Media Monitoring Africa (MMA) monitored how various mainstream media reported on this issue and as a result gives a MAD to those newsrooms that failed to sufficiently protect the identity of the children involved, therefore neglecting to minimise harm.
Daily Sun’s “Footage shows man tried to grab a girl” (24/03/2017, p.2) for instance indirectly identified the child through his mother. In addition, an editorial by Daily Vox, “Spur altercation would have been acceptable- by apartheid standard” (23/03/2017) was also selected for identifying the children involved through their parents and also through republishing the video clip in the story where no effort was made to blur the faces. “Spur people-with a taste for white male violence” also published by Daily Vox (21/03/2017) names the woman and shows both parents and the woman’s children in a video clip. While “Business is ‘fine’ following spur brawl: owner” published by Dispatchlive and Timeslive, (22/03/2017) makes efforts to blur the faces of the children in the video accompanying the story, the parents are still visibly shown thereby indirectly identifying the children. City Press’s “Man banned from Spur after violently threatening a woman” (21/03/2017) identifies the children through the video clip where their faces and those of their parents are visible. And lastly, “Spur altercation ‘not a racist incident’” by ewn, (22/03/2017) indirectly identifies the children through the woman who is named and through a screengrab of the video showing the man.
Indirectly identifying children who are victims of abuse or who have witnessed a traumatic and emotionally taxing incident is unethical. While there may not be legal charges in this instance as reported in one of the articles, MMA implores media to consider the consequences of identifying children under such circumstances. Daily Sun for instance quotes the mother who says, “My son is seven, and where he goes, children tell him they saw his mother shouting in the video. I wish the media attention would go away for his sake”. Daily Vox, also quotes the mother who describes how, “The rest of the children are very traumatised, they can’t stop talking about what happened.”

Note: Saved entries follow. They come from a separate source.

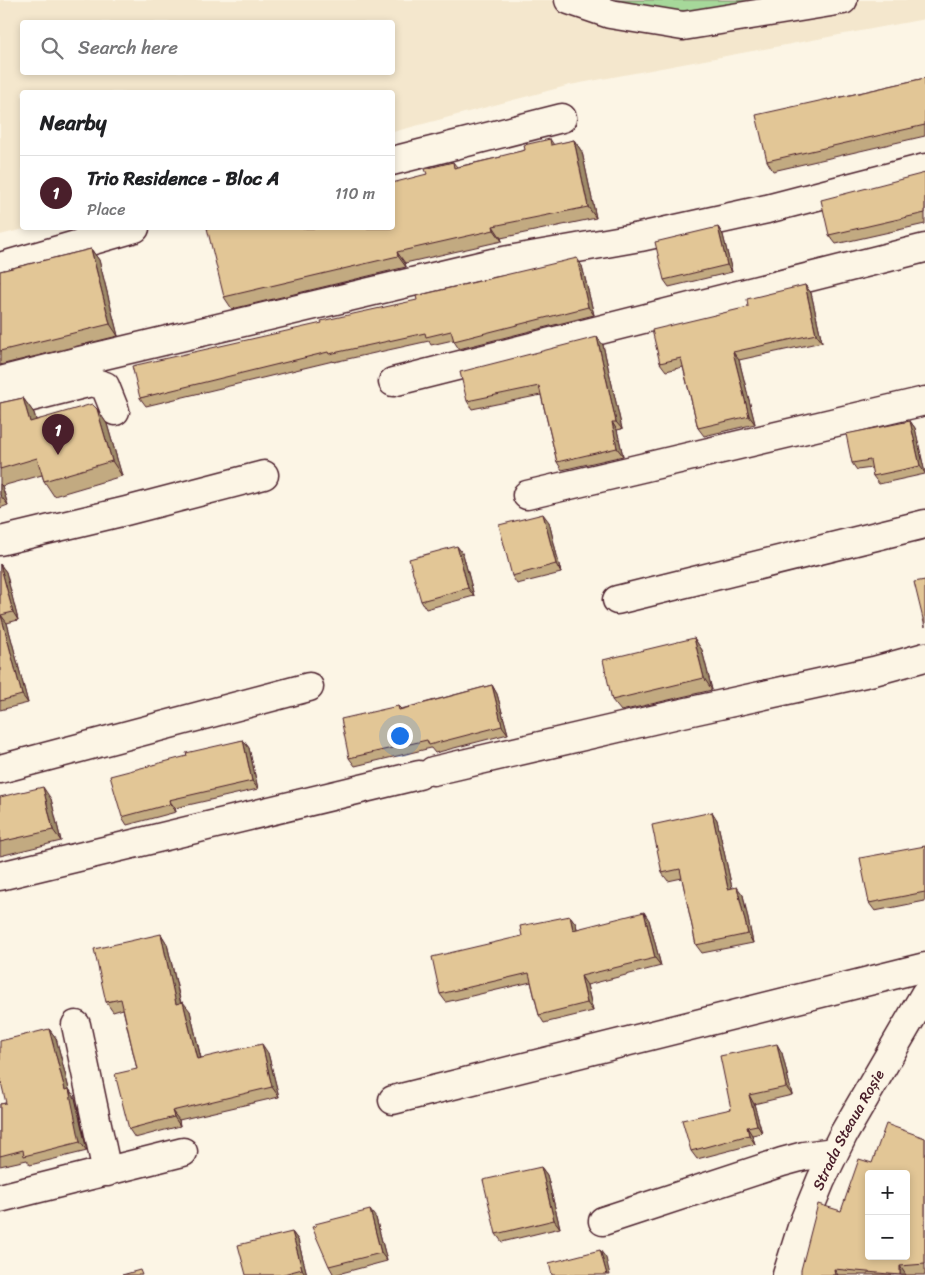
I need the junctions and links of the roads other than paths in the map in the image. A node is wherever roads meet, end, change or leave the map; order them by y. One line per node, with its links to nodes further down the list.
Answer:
1 (569, 0): 2 (street)
2 (842, 0)
3 (562, 118): 4 (street)
4 (395, 160)
5 (925, 168): 9 (street)
6 (128, 230): 8 (street)
7 (925, 248): 10 (street)
8 (0, 267)
9 (0, 381)
10 (392, 382)
11 (925, 401): 15 (street)
12 (0, 405): 13 (street)
13 (115, 411)
14 (264, 475): 17 (street)
15 (526, 495)
16 (925, 524): 18 (street)
17 (0, 542)
18 (617, 600)
19 (925, 657): 22 (street)
20 (309, 687): 21 (street)
21 (0, 769)
22 (0, 876)
23 (925, 967): 26 (street)
24 (925, 994): 28 (street, Strada Steaua Roșie)
25 (76, 1025): 29 (street)
26 (392, 1100)
27 (183, 1152): 29 (street)
28 (834, 1152): 31 (street); 32 (street, Strada Steaua Roșie)
29 (107, 1172): 30 (street)
30 (0, 1198)
31 (603, 1221)
32 (787, 1275)

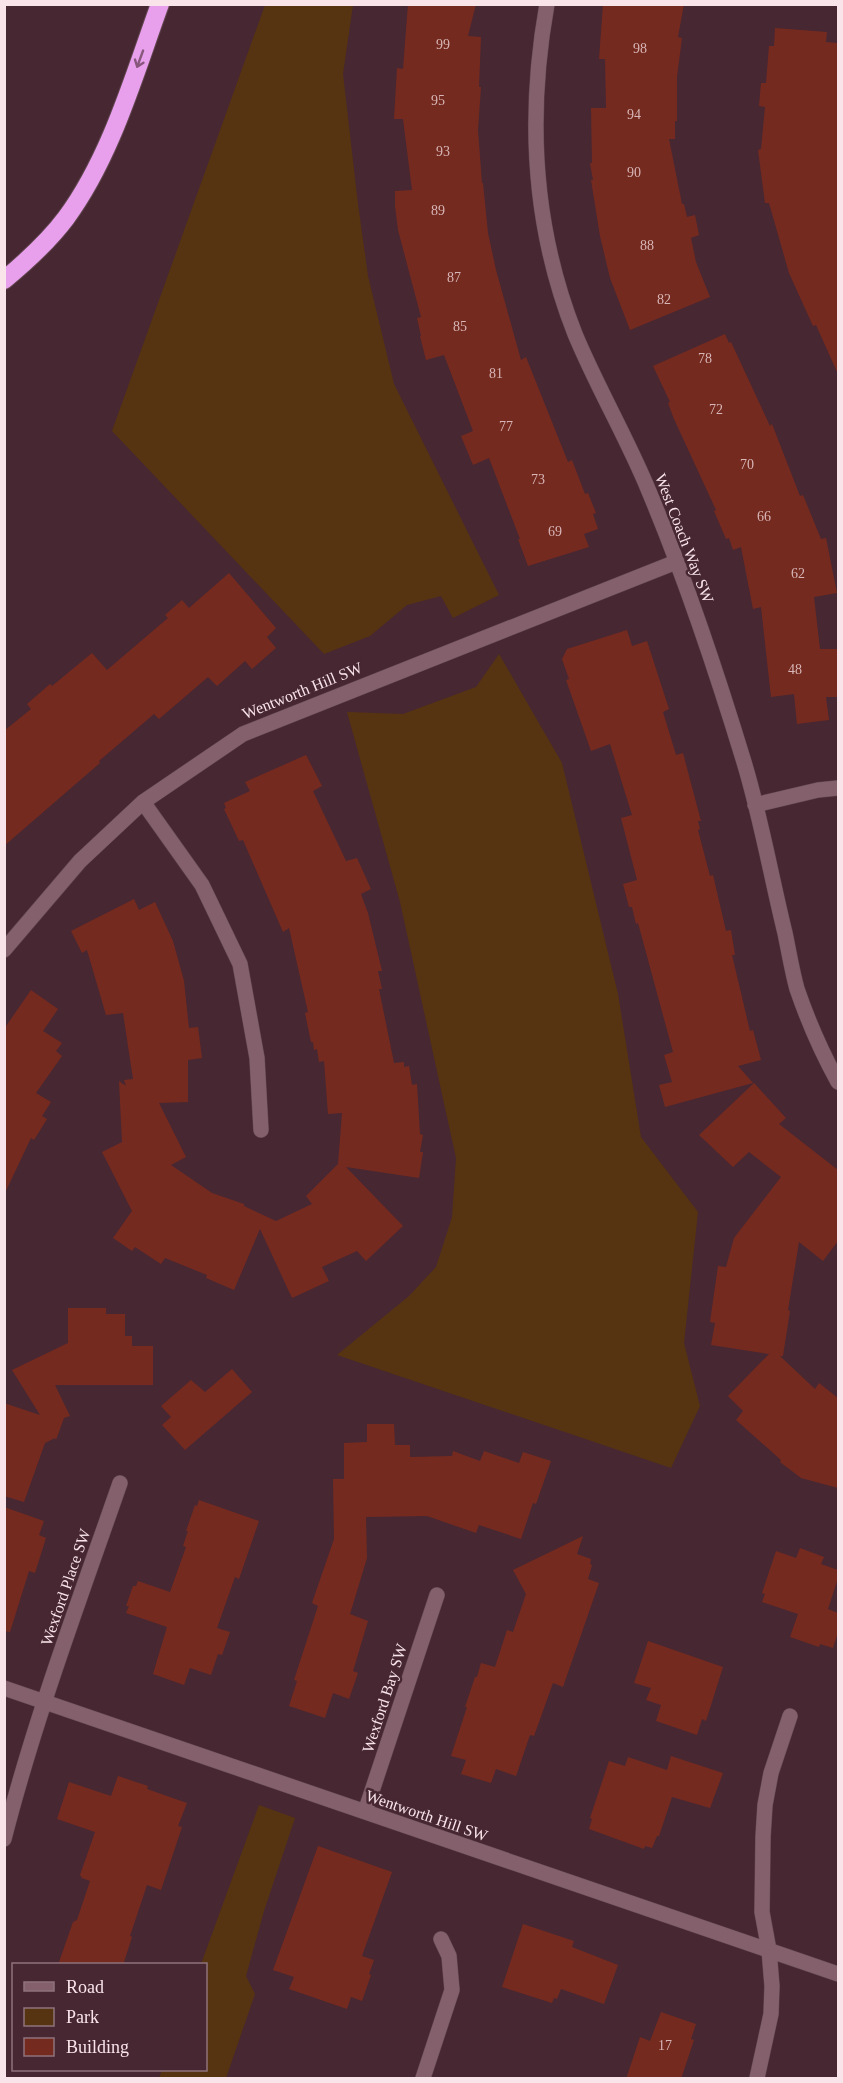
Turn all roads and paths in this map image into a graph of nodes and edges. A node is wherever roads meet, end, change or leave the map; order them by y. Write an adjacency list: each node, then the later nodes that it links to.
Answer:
1 (160, 4): 3 (highway, one-way to 3)
2 (547, 4): 4 (street, West Coach Way SW)
3 (4, 280)
4 (676, 562): 6 (street, Wentworth Hill SW); 7 (street, West Coach Way SW)
5 (838, 788): 7 (street)
6 (143, 802): 8 (street, Wentworth Hill SW); 10 (street)
7 (756, 805): 9 (street, West Coach Way SW)
8 (4, 950)
9 (838, 1082)
10 (261, 1130)
11 (120, 1483): 14 (street, Wexford Place SW)
12 (437, 1595): 16 (street, Wexford Bay SW)
13 (4, 1688): 14 (street, Wentworth Hill SW)
14 (44, 1702): 16 (street, Wentworth Hill SW); 17 (street, Wexford Place SW)
15 (790, 1716): 19 (street)
16 (365, 1812): 19 (street, Wentworth Hill SW)
17 (4, 1839)
18 (441, 1939): 21 (street)
19 (769, 1950): 20 (street, Wentworth Hill SW); 22 (street)
20 (838, 1974)
21 (423, 2079)
22 (757, 2079)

Considering the mother’s own testament of the trauma experienced by the children involved, the media above should have taken due caution to ensure to minimise further harm. This is supported by the Code of ethics and conduct for South African print and online media particularly Section 8.3 which states that the media shall “not identify children who have been victims of abuse …without the consent of their legal guardians…and a public interest is evident and it is in the best interest of the child.”
While, it is commendable for journalists to cover events of abuse or racism, important ethical principles need to be adhered to when children are involved to safeguard their best interests.
These principles include not naming anyone associated with the child that may allow for his/her indirect identification even when they may have been identified on social media.
MMA urges media to always pay close attention to how stories involving children are reported whether the coverage is done to stir debate on critical issues affecting the society, educate or illicit sympathy. We therefore request those online media mentioned above to remove all information that may still indirectly or directly identifies the children involved in these stories. This means using pseudonyms where the parents have been named and blurring the videos where the children or their parents are shown. We also request that care is taken in subsequent reporting by all media.
By MMA Team.
City Press has since withdrawn the article from the website after engagement with MMA.
Daily Sun has since withdrawn the identity of the woman involved.
The following is Daily Sun’s response to the commentary
We have indeed taken note of the concerns raised.
The story at the time hogged national headlines. That is not an excuse.
We, as a responsible media outlet, should have been more conscious in our reporting in light that there were children involved.
As the Daily Sun editorial team we take the rights of children very seriously and we want to uphold that at all times.
Apologies for this late reply. We will continue to engage the MMA whether we have erred or we have gotten it right.
The following engagement took place between Daily Vox and MMA
1) We published the name + photo of the [name withheld], a 33-year-old
nurse (the parent and victim) in the video after speaking to her and
gaining her permission to do so. She has not expressed any issue with
the story/our coverage
2) The video had long been shared by the parent herself before we
published it. And was out in the public and shared hundreds of times
before we shared it. There was no need to block anyone’s faces given
that it was everywhere already. Moreover, the faces of the children
were not altogether very visible. Half of them have their backs to the
camera and the other half are on the side of table.
3) The story was about an altercation between two adults not children
and publishing the story, and video was an attempt to give it context.
We were among the first publications that gave the video context. It
also gave the child’s parent a chance to set the record straight.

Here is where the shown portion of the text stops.